No. 80 – Atlanta Falcons
- Position: Wide receiver
- Roster status: Practice squad

Personal information
- Born: January 17, 2000 (age 26) Cleveland, Ohio, U.S.
- Listed height: 6 ft 0 in (1.83 m)
- Listed weight: 190 lb (86 kg)

Career information
- High school: Cuyahoga Heights (Cuyahoga Heights, Ohio)
- College: Eastern Michigan (2018–2022)
- NFL draft: 2023: undrafted

Career history
- Detroit Lions (2023); New York Giants (2023)*; Atlanta Falcons (2024–present);
- * Offseason or practice squad member only

Career NFL statistics as of 2025
- Receptions: 7
- Receiving yards: 42
- Stats at Pro Football Reference

= Dylan Drummond =

American football player (born 2000)

Dylan Drummond (born January 17, 2000) is an American professional football wide receiver for the Atlanta Falcons of the National Football League (NFL). He played college football for the Eastern Michigan Eagles.

==Professional career==

Pre-draft measurables
| Height | Weight | Arm length | Hand span | Wingspan | 40-yard dash | 10-yard split | 20-yard split | 20-yard shuttle | Three-cone drill | Vertical jump | Broad jump | Bench press |
| 6 ft 0+3⁄8 in (1.84 m) | 194 lb (88 kg) | 31 in (0.79 m) | 9 in (0.23 m) | 6 ft 3+1⁄4 in (1.91 m) | 4.62 s | 1.67 s | 2.63 s | 4.33 s | 6.86 s | 33.0 in (0.84 m) | 9 ft 9 in (2.97 m) | 11 reps |
All values from Pro Day

===Detroit Lions===
On May 15, 2023, the Detroit Lions signed Drummond to a three-year, $2.695 million contract as an undrafted free agent. He was waived on August 29, and re-signed to the practice squad. Drummond was elevated to the active roster for the team's Week 5 game against the Carolina Panthers and made his NFL debut in the win.
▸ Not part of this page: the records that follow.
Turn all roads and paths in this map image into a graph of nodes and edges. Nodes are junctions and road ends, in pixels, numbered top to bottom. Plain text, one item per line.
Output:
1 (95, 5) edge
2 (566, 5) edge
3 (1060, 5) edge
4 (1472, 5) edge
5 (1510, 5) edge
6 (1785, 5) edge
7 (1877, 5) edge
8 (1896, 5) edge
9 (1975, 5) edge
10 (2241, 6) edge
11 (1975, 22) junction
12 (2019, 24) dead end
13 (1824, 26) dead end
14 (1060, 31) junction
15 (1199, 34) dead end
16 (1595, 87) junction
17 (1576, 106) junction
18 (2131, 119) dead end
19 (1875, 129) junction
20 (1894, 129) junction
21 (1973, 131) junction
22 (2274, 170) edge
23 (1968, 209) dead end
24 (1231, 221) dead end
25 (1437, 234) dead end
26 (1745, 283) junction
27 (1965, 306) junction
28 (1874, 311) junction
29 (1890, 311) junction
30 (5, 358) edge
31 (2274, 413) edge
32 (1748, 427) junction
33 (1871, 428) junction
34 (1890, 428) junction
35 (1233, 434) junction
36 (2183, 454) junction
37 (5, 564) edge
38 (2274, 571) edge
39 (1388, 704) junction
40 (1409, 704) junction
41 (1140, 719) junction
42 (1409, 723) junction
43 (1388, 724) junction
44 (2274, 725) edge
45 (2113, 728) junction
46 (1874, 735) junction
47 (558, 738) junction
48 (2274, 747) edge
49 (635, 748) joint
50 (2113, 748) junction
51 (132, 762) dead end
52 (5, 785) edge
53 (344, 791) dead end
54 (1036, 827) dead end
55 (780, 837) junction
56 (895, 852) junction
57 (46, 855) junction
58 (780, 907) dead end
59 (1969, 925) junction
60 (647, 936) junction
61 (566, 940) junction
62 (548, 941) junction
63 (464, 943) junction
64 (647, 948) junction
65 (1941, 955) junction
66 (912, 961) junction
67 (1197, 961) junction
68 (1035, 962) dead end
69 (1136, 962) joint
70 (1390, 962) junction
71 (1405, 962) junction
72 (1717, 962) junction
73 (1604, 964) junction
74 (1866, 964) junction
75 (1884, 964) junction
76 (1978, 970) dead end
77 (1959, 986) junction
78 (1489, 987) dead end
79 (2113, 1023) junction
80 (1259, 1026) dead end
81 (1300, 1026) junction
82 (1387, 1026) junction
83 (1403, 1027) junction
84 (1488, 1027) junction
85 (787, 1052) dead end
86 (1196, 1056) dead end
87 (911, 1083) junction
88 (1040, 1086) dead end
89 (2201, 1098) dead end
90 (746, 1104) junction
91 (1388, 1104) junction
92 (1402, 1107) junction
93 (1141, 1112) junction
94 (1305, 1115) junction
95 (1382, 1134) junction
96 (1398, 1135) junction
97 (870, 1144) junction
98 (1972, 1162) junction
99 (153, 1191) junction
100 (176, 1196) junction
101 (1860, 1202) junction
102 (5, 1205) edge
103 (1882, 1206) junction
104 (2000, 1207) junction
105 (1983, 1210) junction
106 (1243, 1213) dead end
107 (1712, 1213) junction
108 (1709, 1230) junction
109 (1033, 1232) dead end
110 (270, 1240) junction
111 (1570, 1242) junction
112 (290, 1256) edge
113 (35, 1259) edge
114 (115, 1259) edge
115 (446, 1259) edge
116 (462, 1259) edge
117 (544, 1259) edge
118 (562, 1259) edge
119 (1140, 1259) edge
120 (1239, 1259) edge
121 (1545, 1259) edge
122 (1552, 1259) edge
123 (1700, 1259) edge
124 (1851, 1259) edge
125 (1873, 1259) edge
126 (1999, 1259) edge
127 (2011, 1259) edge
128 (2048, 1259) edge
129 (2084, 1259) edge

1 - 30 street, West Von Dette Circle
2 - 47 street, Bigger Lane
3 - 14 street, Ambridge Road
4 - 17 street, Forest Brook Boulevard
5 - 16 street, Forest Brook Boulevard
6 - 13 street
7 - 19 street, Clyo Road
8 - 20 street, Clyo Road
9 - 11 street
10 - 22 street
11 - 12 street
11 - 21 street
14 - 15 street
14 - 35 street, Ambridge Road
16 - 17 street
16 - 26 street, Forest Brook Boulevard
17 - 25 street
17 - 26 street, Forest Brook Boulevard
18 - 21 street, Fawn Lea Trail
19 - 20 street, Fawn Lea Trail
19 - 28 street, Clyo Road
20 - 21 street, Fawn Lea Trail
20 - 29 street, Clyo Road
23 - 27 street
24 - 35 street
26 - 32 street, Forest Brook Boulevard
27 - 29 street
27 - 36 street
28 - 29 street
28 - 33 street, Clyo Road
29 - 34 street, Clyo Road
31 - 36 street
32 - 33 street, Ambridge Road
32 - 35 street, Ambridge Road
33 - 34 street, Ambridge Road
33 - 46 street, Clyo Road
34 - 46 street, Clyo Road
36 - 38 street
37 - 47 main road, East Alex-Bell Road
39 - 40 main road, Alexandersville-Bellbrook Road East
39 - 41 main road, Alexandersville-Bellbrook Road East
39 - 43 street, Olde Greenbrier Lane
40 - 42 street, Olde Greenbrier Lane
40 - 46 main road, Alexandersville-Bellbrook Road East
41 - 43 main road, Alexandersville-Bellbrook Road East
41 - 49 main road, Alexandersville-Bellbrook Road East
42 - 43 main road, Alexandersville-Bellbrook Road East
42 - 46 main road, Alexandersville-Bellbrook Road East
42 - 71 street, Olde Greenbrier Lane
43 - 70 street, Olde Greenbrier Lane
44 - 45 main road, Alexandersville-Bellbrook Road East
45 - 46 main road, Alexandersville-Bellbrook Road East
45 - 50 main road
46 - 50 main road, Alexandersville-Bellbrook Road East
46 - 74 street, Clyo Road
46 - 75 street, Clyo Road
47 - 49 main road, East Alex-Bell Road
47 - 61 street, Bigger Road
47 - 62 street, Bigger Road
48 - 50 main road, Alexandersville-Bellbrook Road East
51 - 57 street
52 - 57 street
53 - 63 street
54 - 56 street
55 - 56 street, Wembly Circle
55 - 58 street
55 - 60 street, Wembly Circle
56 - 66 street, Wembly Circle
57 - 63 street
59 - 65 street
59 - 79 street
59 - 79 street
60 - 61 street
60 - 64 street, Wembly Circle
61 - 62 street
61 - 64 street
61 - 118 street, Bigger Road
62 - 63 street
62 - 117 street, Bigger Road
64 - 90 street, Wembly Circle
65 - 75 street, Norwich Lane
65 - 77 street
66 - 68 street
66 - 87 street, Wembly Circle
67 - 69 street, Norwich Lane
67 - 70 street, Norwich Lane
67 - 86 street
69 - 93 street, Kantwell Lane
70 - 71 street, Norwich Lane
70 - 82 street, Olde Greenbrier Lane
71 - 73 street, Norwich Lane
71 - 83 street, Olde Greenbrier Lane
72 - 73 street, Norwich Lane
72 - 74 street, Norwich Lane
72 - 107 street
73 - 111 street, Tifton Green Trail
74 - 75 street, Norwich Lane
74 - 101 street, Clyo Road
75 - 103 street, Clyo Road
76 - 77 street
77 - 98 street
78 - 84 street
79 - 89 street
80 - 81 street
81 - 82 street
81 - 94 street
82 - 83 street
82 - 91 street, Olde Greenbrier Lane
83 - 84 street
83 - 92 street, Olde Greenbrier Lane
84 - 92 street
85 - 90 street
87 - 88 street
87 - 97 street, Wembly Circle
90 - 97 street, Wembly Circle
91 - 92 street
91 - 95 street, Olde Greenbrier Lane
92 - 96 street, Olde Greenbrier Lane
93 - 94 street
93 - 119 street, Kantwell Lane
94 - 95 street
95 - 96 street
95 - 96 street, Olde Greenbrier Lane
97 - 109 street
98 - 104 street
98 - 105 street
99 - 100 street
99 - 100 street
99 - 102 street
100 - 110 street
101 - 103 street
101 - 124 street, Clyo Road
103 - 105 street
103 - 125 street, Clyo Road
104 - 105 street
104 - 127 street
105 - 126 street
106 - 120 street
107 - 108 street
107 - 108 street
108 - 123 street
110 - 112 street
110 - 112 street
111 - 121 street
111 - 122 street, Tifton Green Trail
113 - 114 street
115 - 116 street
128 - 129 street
He was released on November 29.

===New York Giants===
On November 30, 2023, Drummond was signed to the New York Giants' practice squad. He was not signed to a reserve/future contract and thus became a free agent at the end of the season.

===Atlanta Falcons===
On May 13, 2024, Drummond signed with the Atlanta Falcons. He was waived on August 27, and re-signed to the practice squad. Drummond signed a reserve/future contract with Atlanta on January 6, 2025.

On August 26, 2025, Drummond was waived by the Falcons as part of final roster cuts and re-signed to the practice squad the next day. He was promoted to the active roster on November 28.

On August 30, 2026, Drummond was waived and re-signed to the practice squad the next day.